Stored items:
↓

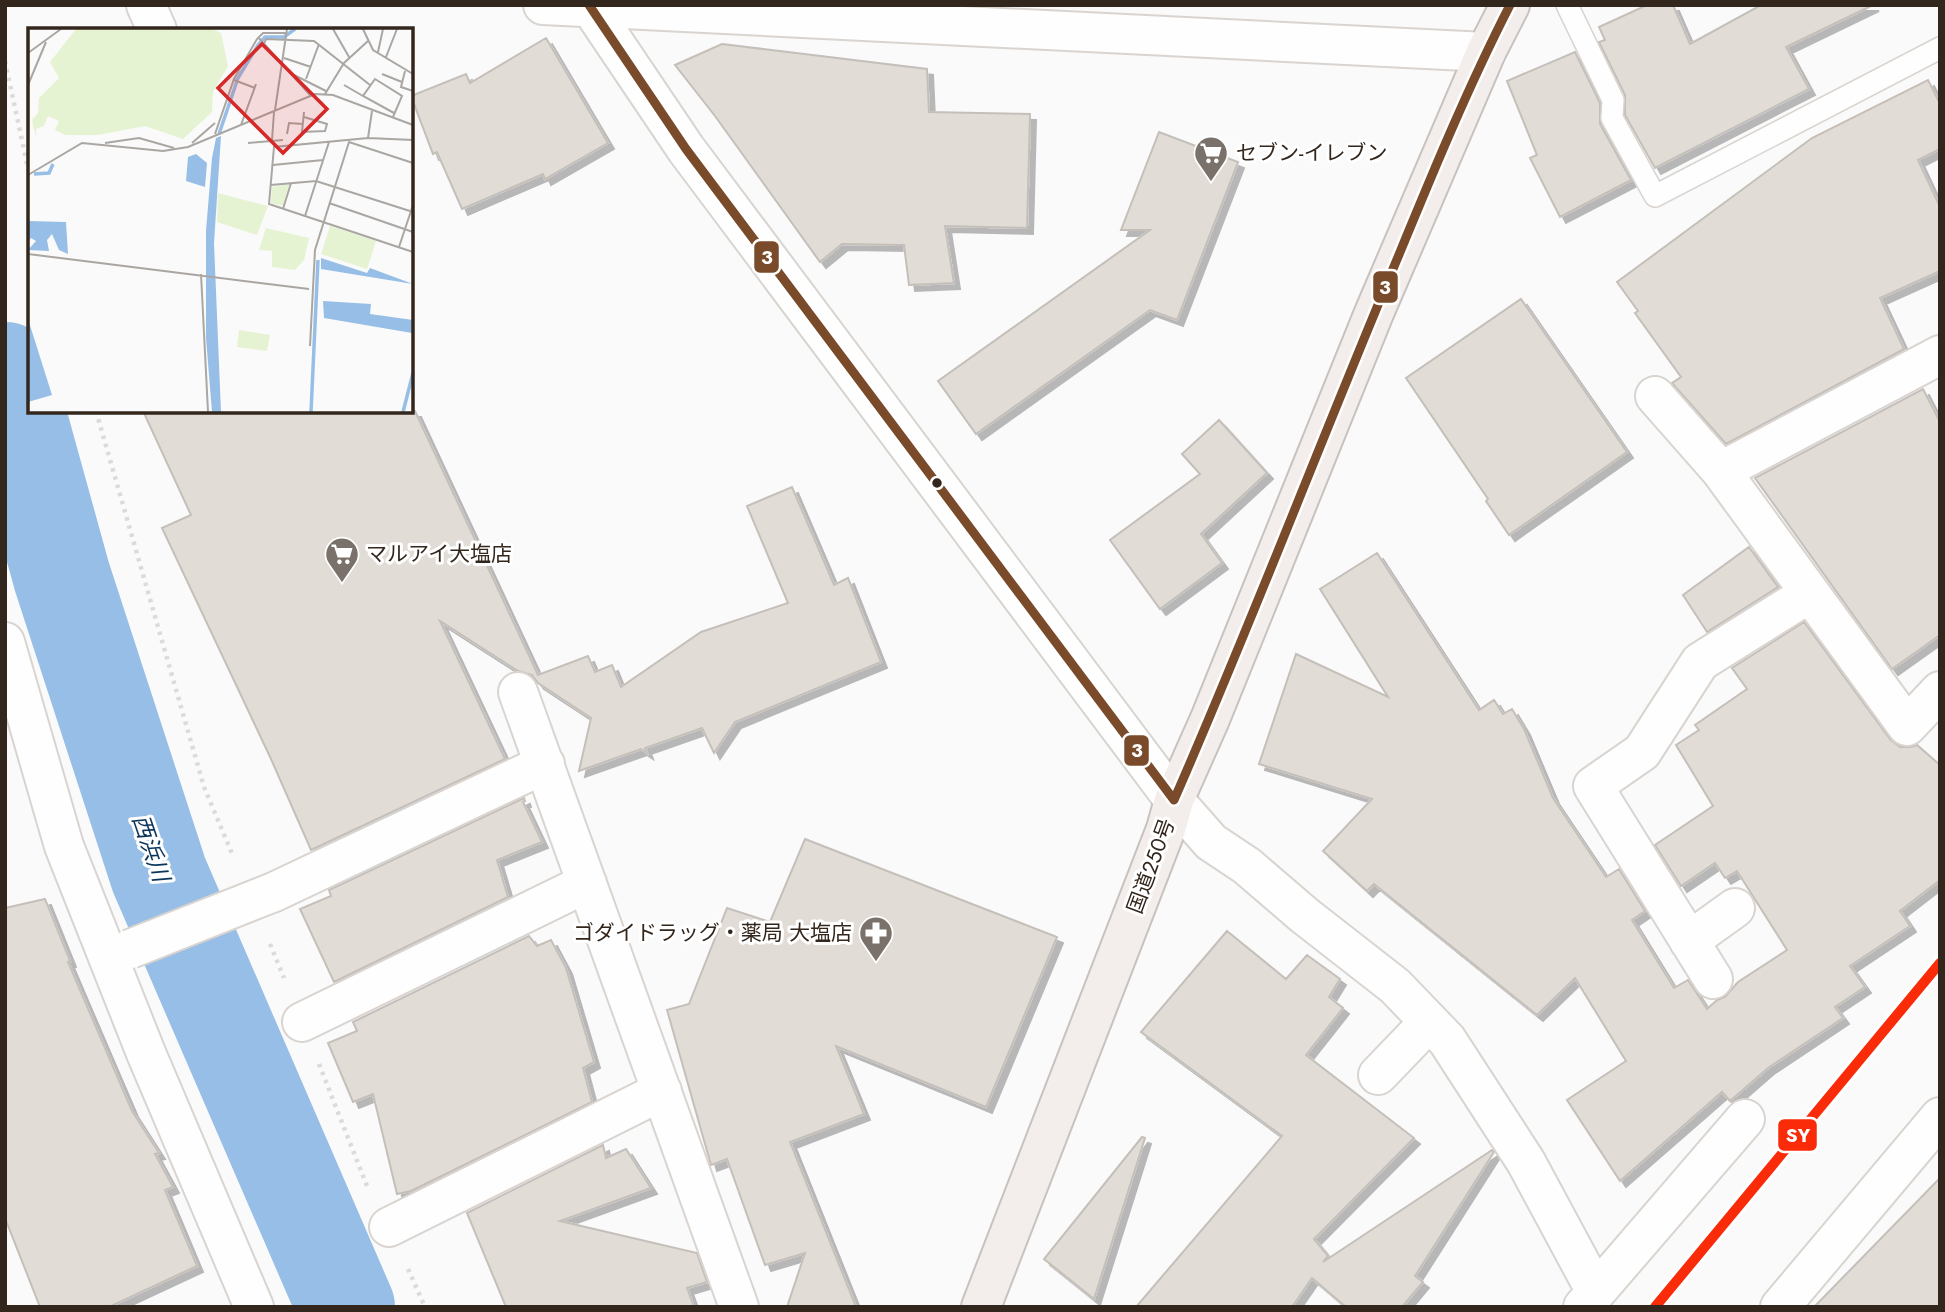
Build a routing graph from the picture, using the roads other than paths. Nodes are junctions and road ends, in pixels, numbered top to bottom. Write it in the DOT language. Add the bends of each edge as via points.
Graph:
graph roads {
  1 [pos="146,5"];
  2 [pos="543,5"];
  3 [pos="1510,5"];
  4 [pos="1567,5"];
  5 [pos="590,7"];
  6 [pos="915,15"];
  7 [pos="156,28"];
  8 [pos="1940,48"];
  9 [pos="1486,52"];
  10 [pos="1940,355"];
  11 [pos="1655,396"];
  12 [pos="1721,471"];
  13 [pos="1810,593"];
  14 [pos="5,642"];
  15 [pos="1940,691"];
  16 [pos="518,692"];
  17 [pos="545,764"];
  18 [pos="1174,800"];
  19 [pos="587,883"];
  20 [pos="1735,908"];
  21 [pos="1689,941"];
  22 [pos="119,953"];
  23 [pos="1713,979"];
  24 [pos="302,1022"];
  25 [pos="1429,1022"];
  26 [pos="1378,1075"];
  27 [pos="662,1091"];
  28 [pos="1940,1117"];
  29 [pos="1745,1119"];
  30 [pos="389,1227"];
  31 [pos="1589,1299"];
  32 [pos="254,1307"];
  33 [pos="740,1307"];
  34 [pos="981,1307"];
  35 [pos="1780,1307"];
  1 -- 7 [label="street"];
  2 -- 5 [label="street"];
  3 -- 9 [label="highway, 国道250号"];
  4 -- 8 [label="lane" via="1613,100 1612,118 1655,196"];
  5 -- 6 [label="street"];
  5 -- 18 [label="street" via="686,149"];
  6 -- 9 [label="street"];
  9 -- 18 [label="highway, 国道250号"];
  10 -- 12 [label="street"];
  11 -- 12 [label="street"];
  12 -- 13 [label="street"];
  13 -- 15 [label="street" via="1907,726"];
  13 -- 21 [label="street" via="1700,662 1642,752 1593,786"];
  14 -- 22 [label="street" via="64,846"];
  16 -- 17 [label="street"];
  17 -- 19 [label="street"];
  17 -- 22 [label="street, bridge" via="274,892"];
  18 -- 25 [label="street" via="1210,842 1247,866 1395,986"];
  18 -- 34 [label="highway, 国道250号" via="1167,829"];
  19 -- 24 [label="street"];
  19 -- 27 [label="street"];
  20 -- 21 [label="street"];
  21 -- 23 [label="street"];
  22 -- 32 [label="street"];
  25 -- 26 [label="street"];
  25 -- 31 [label="street" via="1447,1040 1526,1162"];
  27 -- 30 [label="street"];
  27 -- 33 [label="street"];
  28 -- 35 [label="street"];
  29 -- 31 [label="street"];
}
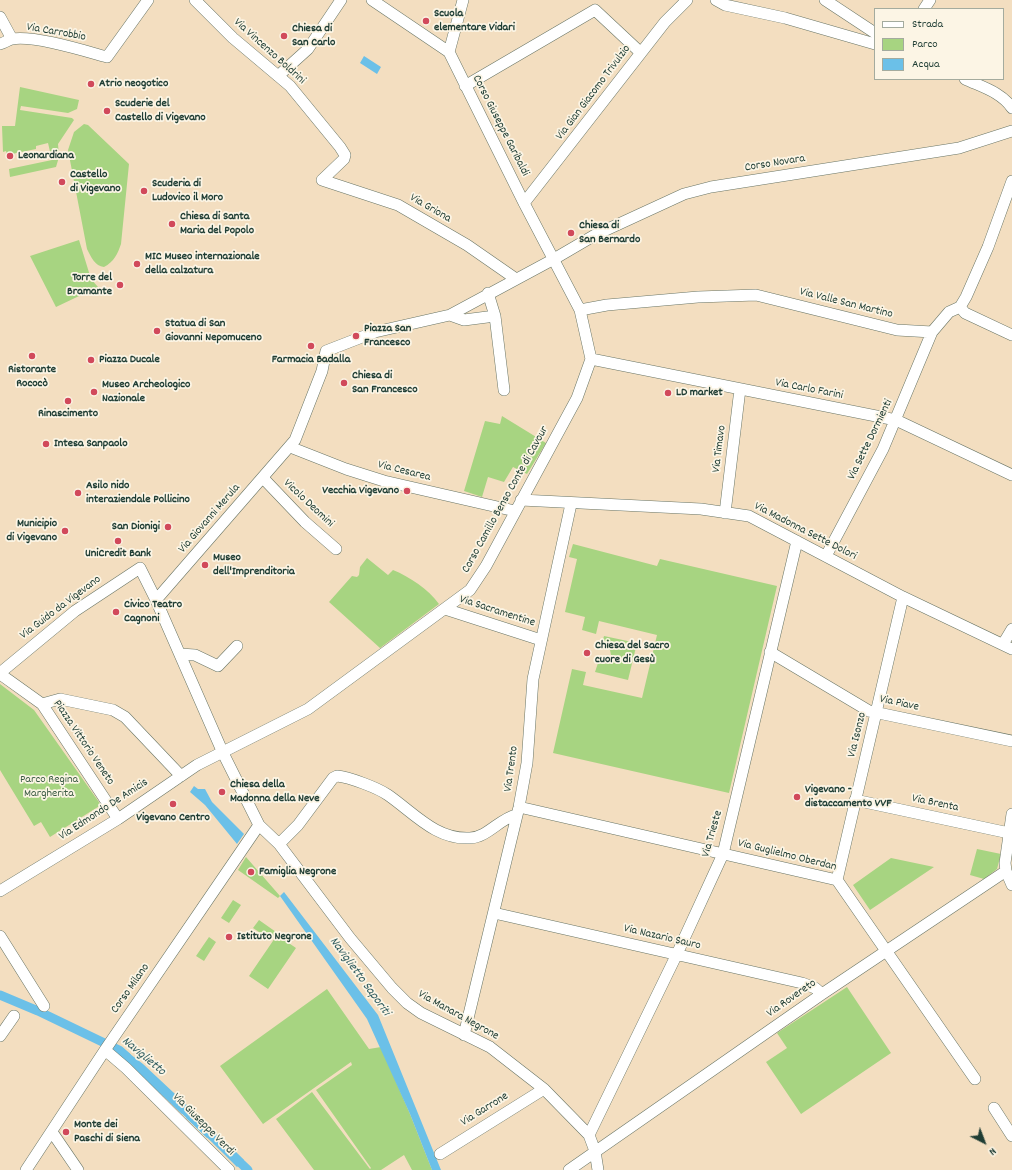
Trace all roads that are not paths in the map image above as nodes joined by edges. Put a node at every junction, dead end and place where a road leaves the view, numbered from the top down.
1 (148, 0) edge
2 (195, 0) edge
3 (341, 0) edge
4 (372, 0) edge
5 (463, 0) edge
6 (687, 0) edge
7 (716, 0) edge
8 (826, 0) edge
9 (0, 17) edge
10 (874, 32) edge
11 (12, 39) junction
12 (0, 44) edge
13 (874, 44) edge
14 (449, 52) junction
15 (641, 53) junction
16 (278, 76) junction
17 (967, 80) edge
18 (466, 86) junction
19 (1012, 108) edge
20 (1012, 131) edge
21 (322, 180) joint
22 (1011, 185) edge
23 (524, 203) junction
24 (554, 259) junction
25 (516, 279) junction
26 (488, 293) junction
27 (960, 307) junction
28 (580, 310) junction
29 (450, 315) junction
30 (495, 316) junction
31 (932, 332) junction
32 (1012, 335) edge
33 (591, 359) junction
34 (740, 389) junction
35 (504, 390) dead end
36 (896, 420) junction
37 (286, 450) junction
38 (1012, 475) edge
39 (263, 478) junction
40 (521, 500) junction
41 (571, 504) junction
42 (515, 511) junction
43 (726, 513) junction
44 (797, 541) junction
45 (336, 549) dead end
46 (826, 556) junction
47 (140, 568) joint
48 (903, 597) junction
49 (156, 600) junction
50 (445, 609) junction
51 (1012, 629) edge
52 (541, 640) junction
53 (237, 646) dead end
54 (1007, 646) edge
55 (770, 652) junction
56 (180, 654) junction
57 (0, 674) edge
58 (42, 704) junction
59 (877, 712) junction
60 (1012, 741) edge
61 (223, 753) junction
62 (181, 776) junction
63 (855, 800) junction
64 (517, 811) junction
65 (1012, 814) edge
66 (118, 819) junction
67 (259, 825) junction
68 (1009, 833) junction
69 (279, 844) junction
70 (723, 854) junction
71 (1008, 865) edge
72 (836, 880) junction
73 (1012, 884) edge
74 (0, 891) edge
75 (494, 913) junction
76 (0, 936) edge
77 (886, 951) junction
78 (677, 954) junction
79 (822, 994) junction
80 (44, 1006) dead end
81 (14, 1016) dead end
82 (464, 1034) junction
83 (0, 1036) edge
84 (105, 1050) junction
85 (975, 1079) dead end
86 (544, 1089) junction
87 (994, 1108) dead end
88 (52, 1132) junction
89 (589, 1135) junction
90 (1012, 1136) edge
91 (595, 1151) junction
92 (440, 1154) dead end
93 (26, 1170) edge
94 (78, 1170) edge
95 (229, 1170) edge
96 (569, 1170) edge
97 (598, 1170) edge

1 - 11 street, Via Carrobbio
2 - 16 street, Via Vincenzo Boldrini
3 - 16 street
4 - 14 street
5 - 14 street
6 - 15 street, Via Gian Giacomo Trivulzio
7 - 13 street
8 - 10 street
9 - 11 street
11 - 12 street, Via Carrobbio
14 - 18 street, Corso Giuseppe Garibaldi
15 - 18 street
15 - 23 street, Via Gian Giacomo Trivulzio
16 - 21 street, Via Vincenzo Boldrini
17 - 19 street
18 - 23 street, Corso Giuseppe Garibaldi
20 - 24 street, Corso Novara
21 - 25 street, Via Griona
22 - 27 street
23 - 24 street, Corso Giuseppe Garibaldi
24 - 25 street, Corso Novara
24 - 28 street
25 - 26 street, Corso Novara
26 - 29 street, Corso Novara
26 - 30 street
27 - 31 street
27 - 32 street
28 - 31 street, Via Valle San Martino
28 - 33 street
29 - 30 street
29 - 37 street, Via Giovanni Merula
30 - 35 street
31 - 36 street, Via Sette Dormienti
33 - 34 street, Via Carlo Farini
33 - 40 street, Corso Camillo Benso Conte di Cavour
34 - 36 street, Via Carlo Farini
34 - 43 street, Via Timavo
36 - 38 street, Via Carlo Farini
36 - 46 street, Via Sette Dormienti
37 - 39 street, Via Giovanni Merula
37 - 42 street, Via Cesarea
39 - 45 street, Vicolo Deomini
39 - 49 street, Via Giovanni Merula
40 - 41 street, Via Madonna Sette Dolori
40 - 42 street, Corso Camillo Benso Conte di Cavour
41 - 43 street, Via Madonna Sette Dolori
41 - 52 street, Via Trento
42 - 50 street, Corso Camillo Benso Conte di Cavour
43 - 44 street, Via Madonna Sette Dolori
44 - 46 street, Via Madonna Sette Dolori
44 - 55 street, Via Trieste
46 - 48 street, Via Madonna Sette Dolori
47 - 49 street, Via Manara Negrone
47 - 57 street, Via Guido da Vigevano
48 - 54 street, Via Madonna Sette Dolori
48 - 59 street, Via Isonzo
49 - 56 street, Via Manara Negrone
50 - 52 street, Via Sacramentine
50 - 61 street, Corso Camillo Benso Conte di Cavour
51 - 54 street
52 - 64 street, Via Trento
53 - 56 street
55 - 59 street, Via Piave
55 - 70 street, Via Trieste
56 - 61 street, Via Manara Negrone
57 - 58 street, Piazza Vittorio Veneto
58 - 62 street
58 - 66 street, Piazza Vittorio Veneto
59 - 60 street, Via Piave
59 - 63 street, Via Isonzo
61 - 62 street, Via Edmondo De Amicis
61 - 67 street, Via Manara Negrone
62 - 66 street, Via Edmondo De Amicis
63 - 68 street, Via Brenta
63 - 72 street, Via Isonzo
64 - 69 street
64 - 70 street, Via Guglielmo Oberdan
64 - 75 street, Via Trento
65 - 68 street
66 - 74 street, Via Edmondo De Amicis
67 - 69 street, Via Manara Negrone
67 - 84 street, Corso Milano
68 - 71 street
69 - 82 street, Via Manara Negrone
70 - 72 street, Via Guglielmo Oberdan
70 - 78 street, Via Trieste
71 - 73 street
71 - 77 street, Via Rovereto
72 - 77 street, Via Guglielmo Oberdan
75 - 78 street, Via Nazario Sauro
75 - 82 street, Via Trento
76 - 80 street
77 - 79 street, Via Rovereto
77 - 85 street, Via Guglielmo Oberdan
78 - 79 street, Via Nazario Sauro
78 - 89 street, Via Trieste
79 - 91 street, Via Rovereto
81 - 83 street
82 - 86 street, Via Manara Negrone
84 - 88 street, Corso Milano
84 - 95 street, Via Giuseppe Verdi
86 - 89 street, Via Manara Negrone
86 - 92 street, Via Garrone
87 - 90 street
88 - 93 street, Corso Milano
88 - 94 street
89 - 91 street, Via Manara Negrone
91 - 96 street, Via Rovereto
91 - 97 street, Via Manara Negrone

↑

**Instructions to follow:**
Your reply should be a single number: the count of lines above that contain the word "Negrone".

**Response:**
10